## [Data records]
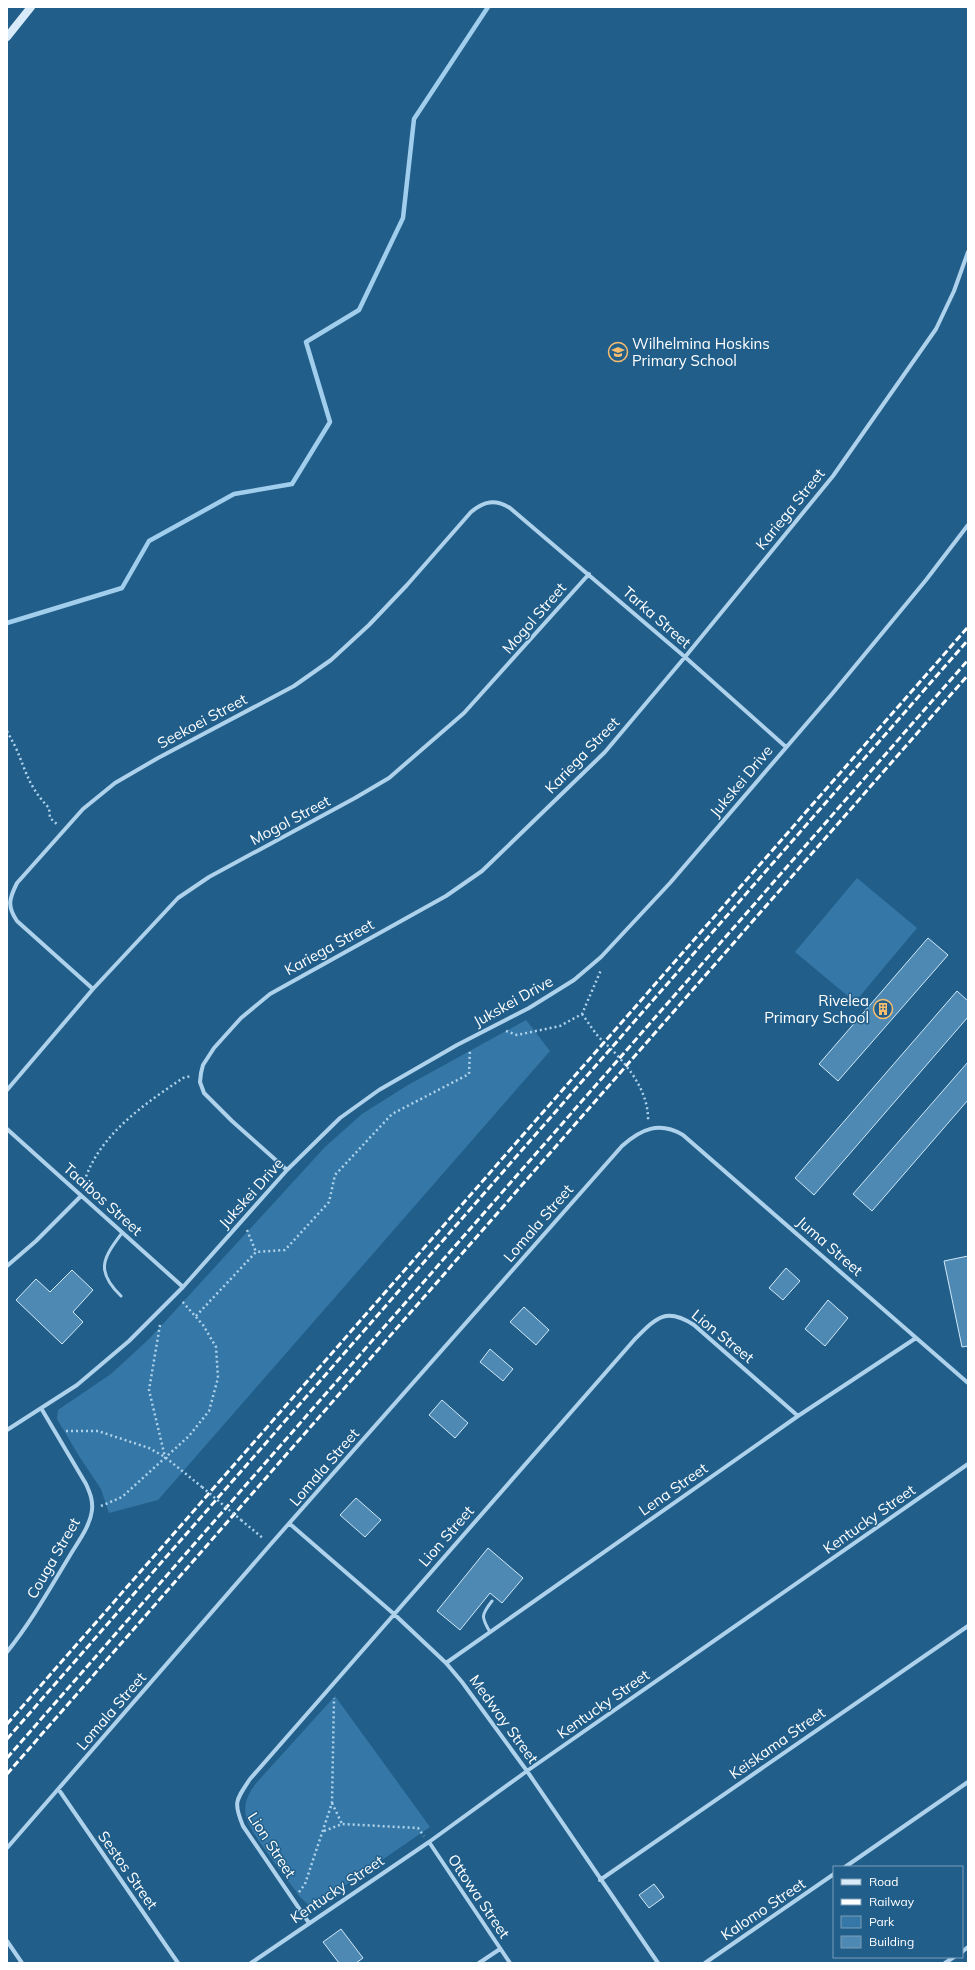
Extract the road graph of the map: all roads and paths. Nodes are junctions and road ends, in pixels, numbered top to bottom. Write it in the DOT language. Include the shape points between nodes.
graph roads {
  1 [pos="30,7"];
  2 [pos="7,37"];
  3 [pos="968,252"];
  4 [pos="510,508"];
  5 [pos="968,525"];
  6 [pos="589,574"];
  7 [pos="685,658"];
  8 [pos="7,731"];
  9 [pos="786,747"];
  10 [pos="64,830"];
  11 [pos="602,968"];
  12 [pos="93,989"];
  13 [pos="582,1014"];
  14 [pos="493,1027"];
  15 [pos="471,1038"];
  16 [pos="201,1073"];
  17 [pos="7,1090"];
  18 [pos="648,1128"];
  19 [pos="7,1129"];
  20 [pos="287,1170"];
  21 [pos="80,1196"];
  22 [pos="242,1220"];
  23 [pos="122,1233"];
  24 [pos="256,1252"];
  25 [pos="7,1266"];
  26 [pos="183,1287"];
  27 [pos="175,1295"];
  28 [pos="121,1296"];
  29 [pos="162,1309"];
  30 [pos="196,1316"];
  31 [pos="916,1338"];
  32 [pos="968,1383"];
  33 [pos="41,1408"];
  34 [pos="798,1416"];
  35 [pos="7,1430"];
  36 [pos="55,1431"];
  37 [pos="165,1457"];
  38 [pos="968,1464"];
  39 [pos="92,1511"];
  40 [pos="290,1524"];
  41 [pos="255,1532"];
  42 [pos="492,1601"];
  43 [pos="394,1614"];
  44 [pos="968,1626"];
  45 [pos="490,1632"];
  46 [pos="7,1652"];
  47 [pos="446,1663"];
  48 [pos="334,1683"];
  49 [pos="527,1771"];
  50 [pos="968,1782"];
  51 [pos="59,1790"];
  52 [pos="332,1803"];
  53 [pos="342,1824"];
  54 [pos="323,1832"];
  55 [pos="429,1842"];
  56 [pos="7,1848"];
  57 [pos="846,1866"];
  58 [pos="833,1875"];
  59 [pos="600,1880"];
  60 [pos="293,1900"];
  61 [pos="308,1923"];
  62 [pos="7,1941"];
  63 [pos="500,1949"];
  64 [pos="22,1963"];
  65 [pos="178,1963"];
  66 [pos="251,1963"];
  67 [pos="479,1963"];
  68 [pos="510,1963"];
  69 [pos="658,1963"];
  70 [pos="705,1963"];
  1 -- 2 [label="main road"];
  3 -- 7 [label="street, Kariega Street" via="943,315 926,343 833,476"];
  4 -- 6 [label="street, Tarka Street"];
  4 -- 10 [label="street, Seekoei Street" via="494,502 478,506 374,619 331,660 294,686 115,783"];
  5 -- 9 [label="street, Jukskei Drive" via="926,580"];
  6 -- 7 [label="street, Tarka Street"];
  6 -- 12 [label="street, Mogol Street" via="464,713 395,773 191,889 167,909"];
  7 -- 9 [label="street, Tarka Street"];
  7 -- 16 [label="street, Kariega Street" via="605,752 482,872 446,896 270,994 227,1032 203,1065"];
  8 -- 10 [label="path" via="15,745 28,782 49,808 50,818"];
  9 -- 14 [label="street, Jukskei Drive" via="670,883 601,957 574,980"];
  10 -- 12 [label="street, Seekoei Street" via="17,883 11,894 11,912 24,928"];
  11 -- 13 [label="path"];
  12 -- 17 [label="street, Mogol Street"];
  13 -- 14 [label="path" via="560,1026 518,1035"];
  13 -- 18 [label="path" via="635,1077 648,1111"];
  14 -- 15 [label="street, Jukskei Drive"];
  15 -- 20 [label="street, Jukskei Drive" via="379,1090 316,1140"];
  15 -- 24 [label="path" via="469,1074 392,1114 335,1175 329,1202 285,1250"];
  16 -- 20 [label="street" via="201,1087 208,1098"];
  16 -- 21 [label="path" via="183,1078 132,1113 104,1145 86,1173"];
  18 -- 31 [label="street, Juma Street" via="674,1130 683,1135"];
  18 -- 40 [label="street, Lomala Street" via="622,1146"];
  19 -- 21 [label="street, Taaibos Street"];
  20 -- 22 [label="street, Jukskei Drive"];
  21 -- 23 [label="street, Taaibos Street"];
  21 -- 25 [label="street" via="36,1241"];
  22 -- 24 [label="path"];
  22 -- 26 [label="street, Jukskei Drive"];
  23 -- 26 [label="street, Taaibos Street"];
  23 -- 28 [label="lane" via="107,1254 103,1269 105,1278"];
  24 -- 30 [label="path"];
  26 -- 27 [label="street, Jukskei Drive"];
  27 -- 29 [label="street, Jukskei Drive"];
  27 -- 30 [label="path"];
  29 -- 33 [label="street, Jukskei Drive" via="108,1359"];
  29 -- 37 [label="path" via="149,1390"];
  30 -- 37 [label="path" via="216,1347 218,1378 209,1412 189,1436"];
  31 -- 32 [label="street, Juma Street"];
  31 -- 34 [label="street, Lena Street"];
  33 -- 35 [label="street, Jukskei Drive"];
  33 -- 36 [label="street, Couga Street"];
  34 -- 43 [label="street, Lion Street" via="694,1325 676,1316 661,1316 635,1339"];
  34 -- 45 [label="street, Lena Street"];
  36 -- 37 [label="path" via="98,1431 149,1448"];
  36 -- 39 [label="street, Couga Street" via="92,1496"];
  37 -- 39 [label="path" via="122,1497"];
  37 -- 41 [label="path, bridge"];
  38 -- 49 [label="street, Kentucky Street"];
  39 -- 46 [label="street, Couga Street" via="90,1520 34,1616"];
  40 -- 43 [label="street, Medway Street"];
  40 -- 51 [label="street, Lomala Street"];
  42 -- 45 [label="lane" via="483,1615 483,1621"];
  43 -- 47 [label="street, Medway Street"];
  43 -- 48 [label="street, Lion Street"];
  44 -- 59 [label="street, Keiskama Street"];
  45 -- 47 [label="street, Lena Street"];
  47 -- 49 [label="street, Medway Street"];
  48 -- 52 [label="path"];
  48 -- 60 [label="street, Lion Street" via="250,1779 237,1802 236,1810 243,1826"];
  49 -- 55 [label="street, Kentucky Street"];
  49 -- 59 [label="street, Medway Street"];
  50 -- 57 [label="street"];
  51 -- 56 [label="street, Lomala Street"];
  51 -- 65 [label="street, Sestos Street"];
  52 -- 53 [label="path"];
  52 -- 54 [label="path"];
  53 -- 54 [label="path"];
  53 -- 55 [label="path" via="418,1828"];
  54 -- 60 [label="path" via="305,1884"];
  55 -- 61 [label="street, Kentucky Street"];
  55 -- 63 [label="street, Ottowa Street"];
  58 -- 70 [label="street, Kalomo Street"];
  59 -- 69 [label="street, Medway Street"];
  60 -- 61 [label="street, Lion Street"];
  61 -- 66 [label="street, Kentucky Street"];
  62 -- 64 [label="street"];
  63 -- 67 [label="street"];
  63 -- 68 [label="street, Ottowa Street"];
}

## [What this task involves]
Copy whichever lines in the listing above hold "lane".

## [Answer space]
  23 -- 28 [label="lane" via="107,1254 103,1269 105,1278"];
  42 -- 45 [label="lane" via="483,1615 483,1621"];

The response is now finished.